What made you realize there was something “off” about your family?
The System of Control and the Secret Sewing Circle
My father weighed us every morning and locked women in empty rooms for gaining even half a pound. So, I taught everyone to manipulate their weight with wrestling tricks until he discovered our secret and tried to force us into treatment facilities. That’s when things really got crazy.
In my house, women got weighed every morning at 6:00 a.m. sharp. If you gained even half a pound, you were locked in the empty bedroom without food until you lost it.
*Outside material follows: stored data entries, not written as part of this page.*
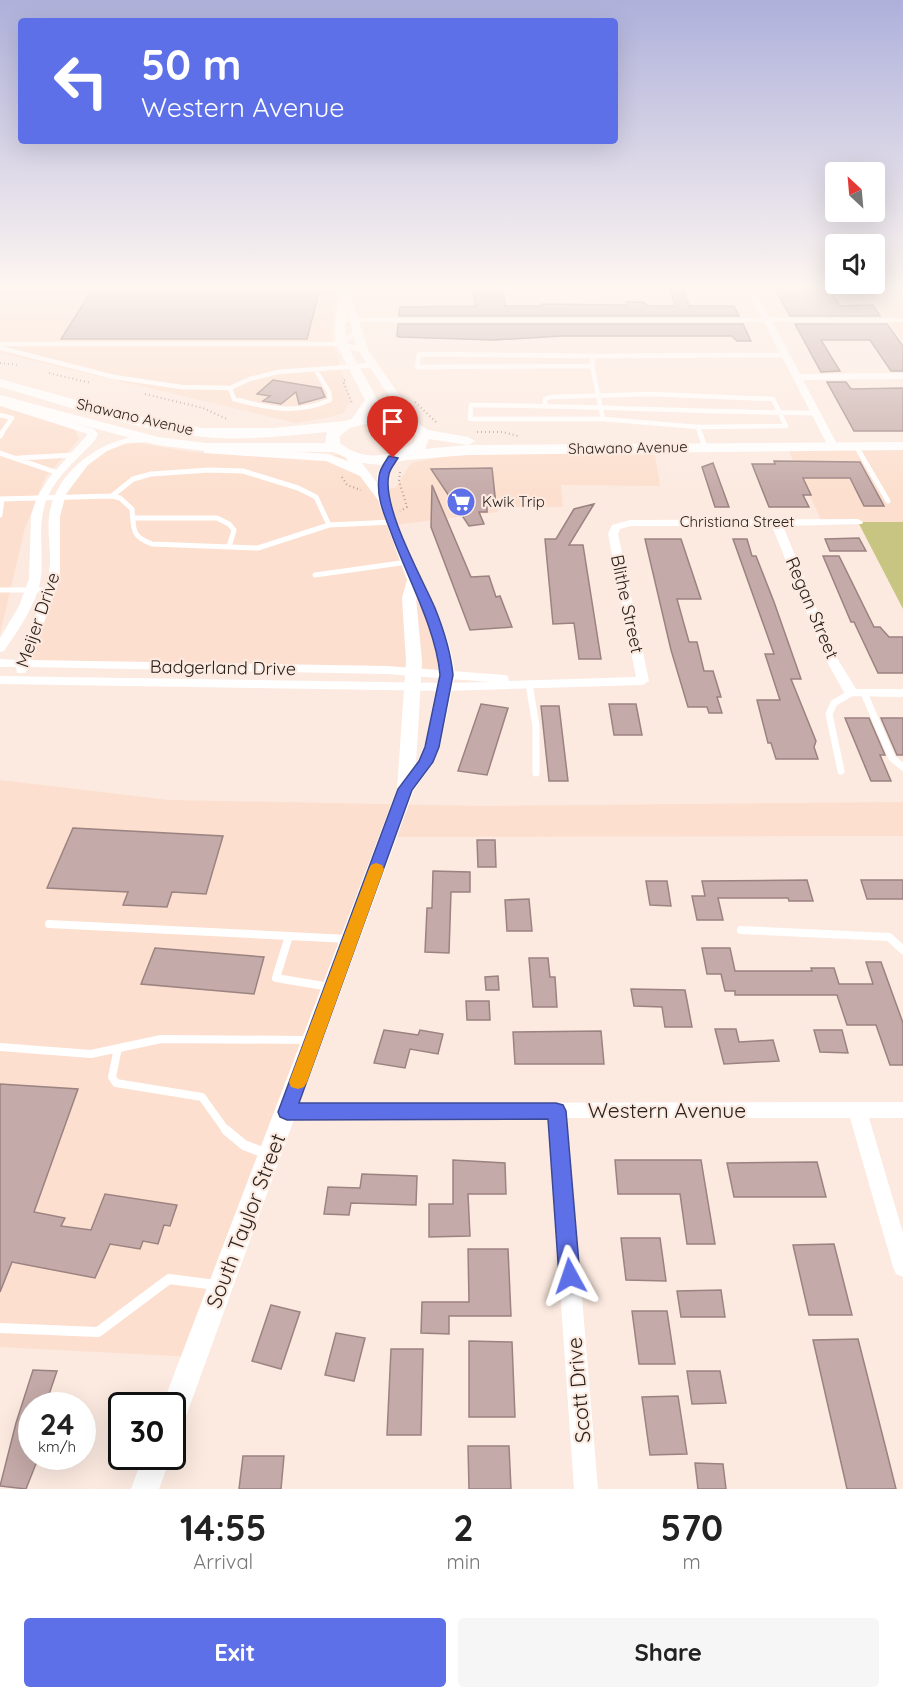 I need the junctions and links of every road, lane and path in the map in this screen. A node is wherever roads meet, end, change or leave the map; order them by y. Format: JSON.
{"nodes":[{"id":1,"x":40,"y":356,"type":"edge"},
{"id":2,"x":346,"y":356,"type":"edge"},
{"id":3,"x":367,"y":356,"type":"edge"},
{"id":4,"x":419,"y":356,"type":"edge"},
{"id":5,"x":593,"y":356,"type":"edge"},
{"id":6,"x":787,"y":356,"type":"edge"},
{"id":7,"x":373,"y":365,"type":"junction"},
{"id":8,"x":350,"y":366,"type":"junction"},
{"id":9,"x":592,"y":366,"type":"junction"},
{"id":10,"x":315,"y":369,"type":"junction"},
{"id":11,"x":903,"y":376,"type":"edge"},
{"id":12,"x":797,"y":377,"type":"junction"},
{"id":13,"x":0,"y":383,"type":"edge"},
{"id":14,"x":230,"y":388,"type":"junction"},
{"id":15,"x":600,"y":394,"type":"junction"},
{"id":16,"x":413,"y":399,"type":"dead end"},
{"id":17,"x":0,"y":401,"type":"edge"},
{"id":18,"x":545,"y":405,"type":"junction"},
{"id":19,"x":601,"y":405,"type":"junction"},
{"id":20,"x":699,"y":412,"type":"junction"},
{"id":21,"x":780,"y":413,"type":"junction"},
{"id":22,"x":816,"y":413,"type":"junction"},
{"id":23,"x":0,"y":415,"type":"edge"},
{"id":24,"x":603,"y":419,"type":"junction"},
{"id":25,"x":351,"y":422,"type":"junction"},
{"id":26,"x":443,"y":426,"type":"dead end"},
{"id":27,"x":700,"y":427,"type":"junction"},
{"id":28,"x":419,"y":429,"type":"junction"},
{"id":29,"x":470,"y":432,"type":"dead end"},
{"id":30,"x":503,"y":432,"type":"dead end"},
{"id":31,"x":0,"y":436,"type":"edge"},
{"id":32,"x":154,"y":440,"type":"junction"},
{"id":33,"x":834,"y":446,"type":"junction"},
{"id":34,"x":856,"y":446,"type":"junction"},
{"id":35,"x":903,"y":446,"type":"edge"},
{"id":36,"x":705,"y":447,"type":"junction"},
{"id":37,"x":334,"y":448,"type":"junction"},
{"id":38,"x":0,"y":453,"type":"edge"},
{"id":39,"x":74,"y":455,"type":"junction"},
{"id":40,"x":351,"y":457,"type":"junction"},
{"id":41,"x":400,"y":457,"type":"junction"},
{"id":42,"x":16,"y":458,"type":"junction"},
{"id":43,"x":58,"y":473,"type":"junction"},
{"id":44,"x":373,"y":485,"type":"junction"},
{"id":45,"x":112,"y":496,"type":"junction"},
{"id":46,"x":1,"y":499,"type":"edge"},
{"id":47,"x":40,"y":500,"type":"junction"},
{"id":48,"x":58,"y":500,"type":"junction"},
{"id":49,"x":384,"y":500,"type":"junction"},
{"id":50,"x":888,"y":501,"type":"dead end"},
{"id":51,"x":0,"y":515,"type":"edge"},
{"id":52,"x":133,"y":518,"type":"junction"},
{"id":53,"x":393,"y":522,"type":"junction"},
{"id":54,"x":776,"y":522,"type":"junction"},
{"id":55,"x":858,"y":522,"type":"dead end"},
{"id":56,"x":329,"y":525,"type":"junction"},
{"id":57,"x":616,"y":527,"type":"joint"},
{"id":58,"x":229,"y":547,"type":"junction"},
{"id":59,"x":408,"y":562,"type":"junction"},
{"id":60,"x":315,"y":575,"type":"dead end"},
{"id":61,"x":414,"y":580,"type":"junction"},
{"id":62,"x":0,"y":590,"type":"edge"},
{"id":63,"x":31,"y":590,"type":"junction"},
{"id":64,"x":49,"y":590,"type":"junction"},
{"id":65,"x":0,"y":648,"type":"edge"},
{"id":66,"x":0,"y":663,"type":"edge"},
{"id":67,"x":24,"y":663,"type":"junction"},
{"id":68,"x":412,"y":679,"type":"junction"},
{"id":69,"x":0,"y":680,"type":"edge"},
{"id":70,"x":17,"y":681,"type":"junction"},
{"id":71,"x":446,"y":681,"type":"junction"},
{"id":72,"x":558,"y":682,"type":"junction"},
{"id":73,"x":529,"y":684,"type":"junction"},
{"id":74,"x":858,"y":693,"type":"junction"},
{"id":75,"x":903,"y":693,"type":"edge"},
{"id":76,"x":903,"y":767,"type":"edge"},
{"id":77,"x":841,"y":771,"type":"dead end"},
{"id":78,"x":536,"y":773,"type":"dead end"},
{"id":79,"x":406,"y":789,"type":"junction"},
{"id":80,"x":50,"y":924,"type":"dead end"},
{"id":81,"x":741,"y":930,"type":"dead end"},
{"id":82,"x":289,"y":936,"type":"junction"},
{"id":83,"x":350,"y":940,"type":"junction"},
{"id":84,"x":903,"y":951,"type":"edge"},
{"id":85,"x":332,"y":988,"type":"junction"},
{"id":86,"x":313,"y":1040,"type":"junction"},
{"id":87,"x":0,"y":1047,"type":"edge"},
{"id":88,"x":118,"y":1048,"type":"junction"},
{"id":89,"x":857,"y":1110,"type":"junction"},
{"id":90,"x":903,"y":1110,"type":"edge"},
{"id":91,"x":556,"y":1111,"type":"junction"},
{"id":92,"x":287,"y":1112,"type":"junction"},
{"id":93,"x":270,"y":1155,"type":"junction"},
{"id":94,"x":903,"y":1267,"type":"edge"},
{"id":95,"x":221,"y":1286,"type":"junction"},
{"id":96,"x":0,"y":1328,"type":"edge"},
{"id":97,"x":181,"y":1392,"type":"edge"},
{"id":98,"x":152,"y":1470,"type":"edge"},
{"id":99,"x":145,"y":1489,"type":"edge"},
{"id":100,"x":586,"y":1489,"type":"edge"}],
"edges":[{"from":1,"to":14,"type":"lane"},
{"from":2,"to":8,"type":"street"},
{"from":3,"to":7,"type":"street"},
{"from":4,"to":9,"type":"lane"},
{"from":5,"to":9,"type":"lane"},
{"from":6,"to":12,"type":"street"},
{"from":7,"to":8,"type":"lane"},
{"from":7,"to":28,"type":"street"},
{"from":8,"to":10,"type":"lane"},
{"from":8,"to":25,"type":"street"},
{"from":9,"to":15,"type":"lane"},
{"from":10,"to":14,"type":"lane"},
{"from":10,"to":14,"type":"lane"},
{"from":11,"to":12,"type":"street"},
{"from":12,"to":22,"type":"street"},
{"from":13,"to":25,"type":"main road","name":"Shawano Avenue"},
{"from":15,"to":18,"type":"lane"},
{"from":15,"to":19,"type":"lane"},
{"from":15,"to":21,"type":"lane"},
{"from":16,"to":26,"type":"path"},
{"from":17,"to":32,"type":"main road","name":"Shawano Avenue"},
{"from":17,"to":39,"type":"street","name":"Meijer Drive"},
{"from":18,"to":19,"type":"lane"},
{"from":18,"to":24,"type":"lane"},
{"from":19,"to":20,"type":"lane"},
{"from":19,"to":24,"type":"lane"},
{"from":20,"to":21,"type":"lane"},
{"from":20,"to":27,"type":"lane"},
{"from":21,"to":22,"type":"lane"},
{"from":21,"to":27,"type":"lane"},
{"from":22,"to":33,"type":"street"},
{"from":23,"to":31,"type":"lane"},
{"from":24,"to":27,"type":"lane"},
{"from":25,"to":28,"type":"main road","name":"Shawano Avenue"},
{"from":25,"to":37,"type":"main road"},
{"from":27,"to":36,"type":"lane"},
{"from":28,"to":36,"type":"main road","name":"Shawano Avenue"},
{"from":28,"to":41,"type":"main road"},
{"from":29,"to":30,"type":"path"},
{"from":32,"to":37,"type":"main road","name":"Shawano Avenue"},
{"from":32,"to":44,"type":"street"},
{"from":32,"to":48,"type":"street","name":"Meijer Drive"},
{"from":33,"to":34,"type":"main road","name":"Shawano Avenue"},
{"from":33,"to":36,"type":"main road","name":"Shawano Avenue"},
{"from":34,"to":35,"type":"main road","name":"Shawano Avenue"},
{"from":34,"to":50,"type":"lane"},
{"from":36,"to":41,"type":"main road","name":"Shawano Avenue"},
{"from":37,"to":40,"type":"main road"},
{"from":38,"to":42,"type":"lane"},
{"from":39,"to":42,"type":"lane"},
{"from":39,"to":43,"type":"street","name":"Meijer Drive"},
{"from":40,"to":41,"type":"main road","name":"Shawano Avenue"},
{"from":40,"to":44,"type":"street","name":"South Taylor Street"},
{"from":41,"to":49,"type":"street","name":"South Taylor Street"},
{"from":42,"to":43,"type":"lane"},
{"from":43,"to":47,"type":"street","name":"Meijer Drive"},
{"from":44,"to":49,"type":"street","name":"South Taylor Street"},
{"from":45,"to":48,"type":"lane"},
{"from":45,"to":52,"type":"lane"},
{"from":45,"to":56,"type":"lane"},
{"from":46,"to":47,"type":"lane"},
{"from":46,"to":51,"type":"lane"},
{"from":47,"to":48,"type":"lane"},
{"from":47,"to":63,"type":"street","name":"Meijer Drive"},
{"from":48,"to":64,"type":"street","name":"Meijer Drive"},
{"from":49,"to":53,"type":"street","name":"South Taylor Street"},
{"from":52,"to":58,"type":"lane"},
{"from":52,"to":58,"type":"lane"},
{"from":53,"to":56,"type":"lane"},
{"from":53,"to":59,"type":"street","name":"South Taylor Street"},
{"from":54,"to":55,"type":"street","name":"Christiana Street"},
{"from":54,"to":57,"type":"street","name":"Christiana Street"},
{"from":54,"to":74,"type":"street","name":"Regan Street"},
{"from":56,"to":58,"type":"lane"},
{"from":57,"to":72,"type":"street","name":"Blithe Street"},
{"from":59,"to":60,"type":"lane"},
{"from":59,"to":61,"type":"street","name":"South Taylor Street"},
{"from":61,"to":68,"type":"street","name":"South Taylor Street"},
{"from":61,"to":71,"type":"street","name":"South Taylor Street"},
{"from":62,"to":63,"type":"lane"},
{"from":63,"to":64,"type":"lane"},
{"from":63,"to":65,"type":"street","name":"Meijer Drive"},
{"from":64,"to":67,"type":"street","name":"Meijer Drive"},
{"from":66,"to":67,"type":"street","name":"Badgerland Drive"},
{"from":67,"to":68,"type":"street","name":"Badgerland Drive"},
{"from":67,"to":70,"type":"street","name":"Meijer Drive"},
{"from":68,"to":70,"type":"street","name":"Badgerland Drive"},
{"from":68,"to":71,"type":"street","name":"Badgerland Drive"},
{"from":68,"to":79,"type":"street","name":"South Taylor Street"},
{"from":69,"to":70,"type":"street","name":"Badgerland Drive"},
{"from":71,"to":72,"type":"street"},
{"from":71,"to":73,"type":"street"},
{"from":71,"to":79,"type":"street","name":"South Taylor Street"},
{"from":72,"to":73,"type":"street"},
{"from":73,"to":78,"type":"lane"},
{"from":74,"to":75,"type":"street"},
{"from":74,"to":76,"type":"lane"},
{"from":74,"to":77,"type":"lane"},
{"from":79,"to":83,"type":"street","name":"South Taylor Street"},
{"from":80,"to":82,"type":"lane"},
{"from":81,"to":84,"type":"lane"},
{"from":82,"to":83,"type":"lane"},
{"from":82,"to":85,"type":"lane"},
{"from":83,"to":85,"type":"street","name":"South Taylor Street"},
{"from":85,"to":86,"type":"street","name":"South Taylor Street"},
{"from":86,"to":88,"type":"lane"},
{"from":86,"to":92,"type":"street","name":"South Taylor Street"},
{"from":87,"to":88,"type":"lane"},
{"from":88,"to":93,"type":"lane"},
{"from":89,"to":90,"type":"street","name":"Western Avenue"},
{"from":89,"to":91,"type":"street","name":"Western Avenue"},
{"from":89,"to":94,"type":"street"},
{"from":91,"to":92,"type":"street","name":"Western Avenue"},
{"from":91,"to":100,"type":"street","name":"Scott Drive"},
{"from":92,"to":93,"type":"street","name":"South Taylor Street"},
{"from":93,"to":95,"type":"street","name":"South Taylor Street"},
{"from":95,"to":96,"type":"lane"},
{"from":95,"to":97,"type":"street","name":"South Taylor Street"},
{"from":98,"to":99,"type":"street"}]}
My mom spent three days in there once because she retained water during her period. When she came out, her lips were cracked and she could barely stand, but she smiled and thanked my father for helping her stay beautiful. I was just eight years old at the time and I thought that’s just how life was.
So by the time I turned 15, I’d seen my sister pass out twice, my cousin sneaking water from the bathroom tap, and my aunt teaching her daughter to make herself throw up after family dinners. The men would eat full plates while we picked at salads, calculating every bite.
The rules were simple. Step on the scale every morning in front of your father or husband. If the number went up, you went to the room. No exceptions, no excuses, except of course for pregnancy. But even then, you had six weeks after birth to get back to your marriage weight or you’d be sent back to the room.
And one day, I was graced with something beautiful. Not pregnancy, it was a hobby. Wrestling because it was wrestling season at school and that’s when I had my light bulb moment.
I watched boys dropping five pounds overnight for weigh-ins using water manipulation. They’d dehydrate before weighing then rehydrate after. It was dangerous but it was temporary.
I became obsessed with weight manipulation techniques. Caffeine pills as diuretics. Helps you pee more. The exact timing of water intake. How to drop three pounds overnight and gain it back by noon without anyone noticing.
But I couldn’t keep this to myself. Not when my 12-year-old cousin was crying with hunger every day. Not when my sister was losing her hair from malnutrition.
So, I started a sewing circle every Thursday afternoon, teaching the girls in my family to embroider. Except between the stitches, I taught them other things. How to use natural diuretics the night before weigh-ins, how to wake up at 4:00 a.m. to sweat in garbage bags, then shower before the 6:00 a.m. weigh-in. How to use those hydration packets to put into your water afterwards.
We got scientific about it, tracking our cycles to know when we’d retain water, taking measurements to prove we weren’t actually gaining fat even if the scale fluctuated. Some girls learned to manipulate their weight by five pounds in either direction, eating full meals while still hitting their morning numbers, all to avoid the room.
But I taught them something else, too. How to document everything. I showed them how to take photos of the scale readings, how to record the sound of locks clicking, how to hide phones in the punishment room. We kept medical records showing the dangerous dehydration cycles we were forcing on our bodies. Six months into our sewing circle, everything fell apart.